Il G. morì, celibe, a Ferrara il 31 luglio 1556 ed ebbe sepoltura, tra altri esponenti della sua famiglia, nella chiesa di S. Paolo, distrutta da un terremoto nel 1570.

Un contributo del G. all'oratoria ufficiale è l'orazione funebre pronunciata nella morte del cardinale Ippolito d'Este, nel settembre del 1520 (Funebris oratio in reveren. et illustriss. dominum d. Hippolytum Estensem, Ferrara, L. Rossi, [1520]). Dal padre il G. ereditò anche la passione per il teatro, con il quale si cimentò conquistando tuttavia un posto di secondo piano rispetto al fratello Alfonso. Le commedie del G. non gli sono sopravvissute, ma dai resoconti di alcuni pagamenti di maschere risalenti al 1531 (Catalano, p. 312) apprendiamo che furono rappresentate insieme con quelle di L. Ariosto. Nulla sappiamo dei rapporti che intercorsero tra i due letterati: ne rimane cristallizzata una testimonianza nell'Orlando furioso (XLVI, 14), in cui il G. viene menzionato, ma potrebbe trattarsi di un banale omaggio a una personalità della corte. Il G. compose anche carmi latini (soprattutto epigrammi ed elegie) e qualche rima volgare, ma quasi tutta la produzione poetica è rimasta inedita (alcuni epigrammi in Borsetti, p. 107). Infine, alcune fonti conservano memoria di un poema intitolato De bello Estensi et Veneto.

Più che alla produzione letteraria, la celebrità del G. è legata a quella erudita. Un posto di rilievo occupano le expositiones al commento di Catullo allestito dal padre, di cui il G. curò l'editio princeps: In Caium Valerium Catullum Veronensem per Baptistam patrem emendatum expositiones cum indice (Venezia, G. Rusconi, 1521), con dedica ad Alfonso I d'Este in cui il G. rivendica con orgoglio la continuità familiare nel campo delle lettere classiche.

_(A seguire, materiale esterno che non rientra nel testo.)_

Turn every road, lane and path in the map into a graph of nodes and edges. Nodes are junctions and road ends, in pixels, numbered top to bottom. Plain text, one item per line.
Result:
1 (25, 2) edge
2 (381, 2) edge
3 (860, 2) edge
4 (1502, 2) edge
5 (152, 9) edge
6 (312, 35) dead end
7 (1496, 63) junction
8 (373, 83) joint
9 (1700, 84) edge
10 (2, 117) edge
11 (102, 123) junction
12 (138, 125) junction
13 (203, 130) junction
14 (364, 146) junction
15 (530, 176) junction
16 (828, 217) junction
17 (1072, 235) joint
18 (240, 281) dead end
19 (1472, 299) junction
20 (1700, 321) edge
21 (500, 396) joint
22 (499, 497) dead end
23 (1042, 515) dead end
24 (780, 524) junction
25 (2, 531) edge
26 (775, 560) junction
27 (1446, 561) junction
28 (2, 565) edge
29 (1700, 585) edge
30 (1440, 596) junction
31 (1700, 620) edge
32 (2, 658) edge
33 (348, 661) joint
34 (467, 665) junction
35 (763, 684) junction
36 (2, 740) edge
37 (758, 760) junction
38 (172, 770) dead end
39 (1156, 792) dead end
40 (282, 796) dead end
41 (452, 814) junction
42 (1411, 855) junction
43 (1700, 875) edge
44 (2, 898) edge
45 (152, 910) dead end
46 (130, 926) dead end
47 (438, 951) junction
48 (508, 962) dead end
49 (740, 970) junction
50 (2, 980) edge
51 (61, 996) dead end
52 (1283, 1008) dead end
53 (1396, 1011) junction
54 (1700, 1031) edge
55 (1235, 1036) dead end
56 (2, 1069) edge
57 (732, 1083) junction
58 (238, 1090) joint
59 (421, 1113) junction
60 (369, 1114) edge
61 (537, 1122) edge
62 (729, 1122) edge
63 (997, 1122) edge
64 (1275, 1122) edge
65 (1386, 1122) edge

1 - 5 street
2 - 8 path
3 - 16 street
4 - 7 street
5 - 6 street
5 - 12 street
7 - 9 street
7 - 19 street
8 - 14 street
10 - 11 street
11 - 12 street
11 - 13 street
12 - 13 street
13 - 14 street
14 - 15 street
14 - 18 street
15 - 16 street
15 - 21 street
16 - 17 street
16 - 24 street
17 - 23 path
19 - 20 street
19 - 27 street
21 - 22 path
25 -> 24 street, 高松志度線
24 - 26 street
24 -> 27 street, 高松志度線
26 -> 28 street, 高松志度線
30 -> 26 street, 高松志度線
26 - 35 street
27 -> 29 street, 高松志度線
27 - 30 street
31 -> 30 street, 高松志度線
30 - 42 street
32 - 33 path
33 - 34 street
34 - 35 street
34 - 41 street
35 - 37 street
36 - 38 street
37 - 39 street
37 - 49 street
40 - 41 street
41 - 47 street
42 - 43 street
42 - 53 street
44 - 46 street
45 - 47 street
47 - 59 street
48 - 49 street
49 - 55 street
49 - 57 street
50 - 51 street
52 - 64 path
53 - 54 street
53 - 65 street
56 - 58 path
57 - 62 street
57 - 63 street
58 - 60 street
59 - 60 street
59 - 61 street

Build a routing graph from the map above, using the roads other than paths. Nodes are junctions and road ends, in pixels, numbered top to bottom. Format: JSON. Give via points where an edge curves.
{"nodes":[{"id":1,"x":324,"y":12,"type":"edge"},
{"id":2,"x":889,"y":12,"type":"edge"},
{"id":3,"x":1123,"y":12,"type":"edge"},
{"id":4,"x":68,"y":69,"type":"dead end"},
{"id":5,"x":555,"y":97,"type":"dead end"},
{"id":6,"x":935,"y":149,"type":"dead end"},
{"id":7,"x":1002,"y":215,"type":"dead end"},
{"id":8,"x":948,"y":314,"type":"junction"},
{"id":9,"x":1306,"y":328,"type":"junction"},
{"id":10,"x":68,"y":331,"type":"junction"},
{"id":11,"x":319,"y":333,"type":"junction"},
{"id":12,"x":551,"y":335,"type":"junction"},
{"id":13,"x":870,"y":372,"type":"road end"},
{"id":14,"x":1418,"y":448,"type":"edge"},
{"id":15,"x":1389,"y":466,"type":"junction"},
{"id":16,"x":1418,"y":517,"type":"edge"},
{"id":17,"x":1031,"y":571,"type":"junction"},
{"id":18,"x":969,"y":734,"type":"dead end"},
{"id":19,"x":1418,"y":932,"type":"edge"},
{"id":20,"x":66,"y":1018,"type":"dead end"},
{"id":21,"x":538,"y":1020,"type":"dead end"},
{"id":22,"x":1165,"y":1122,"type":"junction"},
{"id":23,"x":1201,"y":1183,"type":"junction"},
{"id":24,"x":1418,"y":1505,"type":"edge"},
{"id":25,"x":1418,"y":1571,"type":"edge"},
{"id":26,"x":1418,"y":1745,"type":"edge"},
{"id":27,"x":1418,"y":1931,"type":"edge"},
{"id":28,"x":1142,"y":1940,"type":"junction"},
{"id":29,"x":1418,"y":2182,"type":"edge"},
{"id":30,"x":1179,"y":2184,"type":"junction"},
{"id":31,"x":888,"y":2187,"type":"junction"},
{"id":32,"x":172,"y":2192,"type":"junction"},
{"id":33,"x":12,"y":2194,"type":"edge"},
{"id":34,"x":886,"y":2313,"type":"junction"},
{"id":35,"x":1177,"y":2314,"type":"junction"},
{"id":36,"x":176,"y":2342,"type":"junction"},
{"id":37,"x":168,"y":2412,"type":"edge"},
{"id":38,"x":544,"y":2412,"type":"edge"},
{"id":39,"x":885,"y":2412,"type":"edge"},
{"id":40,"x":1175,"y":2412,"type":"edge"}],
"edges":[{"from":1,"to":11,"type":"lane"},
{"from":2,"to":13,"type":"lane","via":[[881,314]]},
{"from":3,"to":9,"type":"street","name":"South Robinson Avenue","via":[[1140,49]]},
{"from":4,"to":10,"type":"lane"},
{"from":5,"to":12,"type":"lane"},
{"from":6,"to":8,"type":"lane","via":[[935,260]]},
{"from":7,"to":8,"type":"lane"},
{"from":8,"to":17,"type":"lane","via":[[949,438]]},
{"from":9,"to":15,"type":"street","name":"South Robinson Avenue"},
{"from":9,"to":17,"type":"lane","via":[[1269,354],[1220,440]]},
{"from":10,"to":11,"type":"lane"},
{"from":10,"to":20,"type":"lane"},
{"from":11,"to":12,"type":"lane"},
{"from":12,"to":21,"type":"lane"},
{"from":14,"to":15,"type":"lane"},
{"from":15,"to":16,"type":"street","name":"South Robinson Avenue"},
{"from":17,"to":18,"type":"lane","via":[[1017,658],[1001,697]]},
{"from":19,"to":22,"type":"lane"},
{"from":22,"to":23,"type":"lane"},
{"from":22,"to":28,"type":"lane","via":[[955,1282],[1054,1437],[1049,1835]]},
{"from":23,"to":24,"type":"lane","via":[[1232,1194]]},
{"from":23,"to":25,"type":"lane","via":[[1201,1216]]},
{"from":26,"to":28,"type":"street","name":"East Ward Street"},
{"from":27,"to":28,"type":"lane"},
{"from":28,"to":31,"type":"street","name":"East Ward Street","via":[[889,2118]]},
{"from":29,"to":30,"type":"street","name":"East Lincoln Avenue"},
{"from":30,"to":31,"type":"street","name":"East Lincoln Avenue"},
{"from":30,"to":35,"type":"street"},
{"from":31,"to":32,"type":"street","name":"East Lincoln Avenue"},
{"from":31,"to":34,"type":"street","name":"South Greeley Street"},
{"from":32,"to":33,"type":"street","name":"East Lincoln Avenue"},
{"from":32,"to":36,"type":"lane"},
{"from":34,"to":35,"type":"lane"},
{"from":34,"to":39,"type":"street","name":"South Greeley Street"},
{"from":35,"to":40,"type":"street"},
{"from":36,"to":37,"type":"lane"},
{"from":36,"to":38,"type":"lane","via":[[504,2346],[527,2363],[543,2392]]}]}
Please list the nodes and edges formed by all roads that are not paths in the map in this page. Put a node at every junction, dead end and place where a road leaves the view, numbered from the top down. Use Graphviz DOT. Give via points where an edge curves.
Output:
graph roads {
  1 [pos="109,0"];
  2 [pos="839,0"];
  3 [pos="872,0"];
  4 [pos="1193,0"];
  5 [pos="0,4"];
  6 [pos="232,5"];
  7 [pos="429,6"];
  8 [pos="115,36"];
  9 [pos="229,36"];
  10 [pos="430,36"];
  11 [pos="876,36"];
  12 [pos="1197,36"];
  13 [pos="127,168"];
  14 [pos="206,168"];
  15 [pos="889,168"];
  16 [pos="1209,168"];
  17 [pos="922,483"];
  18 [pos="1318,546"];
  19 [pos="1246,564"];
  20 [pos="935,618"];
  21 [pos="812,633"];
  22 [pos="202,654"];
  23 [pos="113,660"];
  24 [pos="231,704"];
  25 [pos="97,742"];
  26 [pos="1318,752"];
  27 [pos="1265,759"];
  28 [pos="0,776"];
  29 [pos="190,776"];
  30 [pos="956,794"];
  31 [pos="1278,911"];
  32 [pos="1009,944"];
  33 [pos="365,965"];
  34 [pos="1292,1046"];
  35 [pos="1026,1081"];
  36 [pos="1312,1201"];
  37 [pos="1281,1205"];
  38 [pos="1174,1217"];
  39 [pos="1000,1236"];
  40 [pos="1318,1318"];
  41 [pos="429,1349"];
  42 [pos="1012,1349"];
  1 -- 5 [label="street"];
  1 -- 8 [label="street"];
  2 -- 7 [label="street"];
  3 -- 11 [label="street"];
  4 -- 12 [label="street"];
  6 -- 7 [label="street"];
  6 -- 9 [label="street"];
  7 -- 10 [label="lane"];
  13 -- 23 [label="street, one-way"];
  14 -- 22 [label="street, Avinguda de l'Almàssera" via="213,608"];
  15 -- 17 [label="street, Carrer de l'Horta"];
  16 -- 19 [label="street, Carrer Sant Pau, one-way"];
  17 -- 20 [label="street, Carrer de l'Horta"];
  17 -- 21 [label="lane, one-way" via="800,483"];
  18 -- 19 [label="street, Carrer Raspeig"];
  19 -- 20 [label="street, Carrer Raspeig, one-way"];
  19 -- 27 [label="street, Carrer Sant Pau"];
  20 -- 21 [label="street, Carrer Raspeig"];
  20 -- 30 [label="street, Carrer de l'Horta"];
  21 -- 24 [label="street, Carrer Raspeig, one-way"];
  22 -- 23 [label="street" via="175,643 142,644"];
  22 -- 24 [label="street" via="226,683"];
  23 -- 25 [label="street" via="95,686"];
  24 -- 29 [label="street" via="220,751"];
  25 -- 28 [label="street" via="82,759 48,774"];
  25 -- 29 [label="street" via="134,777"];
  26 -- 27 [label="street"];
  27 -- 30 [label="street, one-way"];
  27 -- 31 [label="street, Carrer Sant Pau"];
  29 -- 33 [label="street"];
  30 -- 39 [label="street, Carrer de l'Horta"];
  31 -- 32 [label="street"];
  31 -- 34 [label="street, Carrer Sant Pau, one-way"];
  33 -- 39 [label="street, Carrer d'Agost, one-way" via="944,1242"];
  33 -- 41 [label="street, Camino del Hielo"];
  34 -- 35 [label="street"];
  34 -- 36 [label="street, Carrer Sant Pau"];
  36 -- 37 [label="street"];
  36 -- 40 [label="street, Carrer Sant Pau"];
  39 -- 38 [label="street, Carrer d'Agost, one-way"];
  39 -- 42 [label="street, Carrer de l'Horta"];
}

Nella cappella Varani (da Varano) della chiesa di S. Maria in Vado a Ferrara si può leggere un enigma che egli compose in onore di Filippa Guarnieri Varani da Camerino, che resistette a lungo ai tentativi di interpretazione (vi si provarono tra gli altri Andrea Tiraqueau e Vincenzo Maggi). Fu risolto solo nel XVIII secolo dal poeta ferrarese Giulio Cesare Grazzini, che lo rielaborò in un sonetto (Borsetti, pp. 107-111).

La fortuna del G. presso i contemporanei fu notevole: gli dedicarono versi, tra gli altri, Giovan Battista Giraldi Cinzio e Tito Vespasiano Strozzi. Si conservano un suo ritratto settecentesco, opera di G.B. Galli (Cittadella, p. 100), e la notizia di una medaglia con la sua effigie.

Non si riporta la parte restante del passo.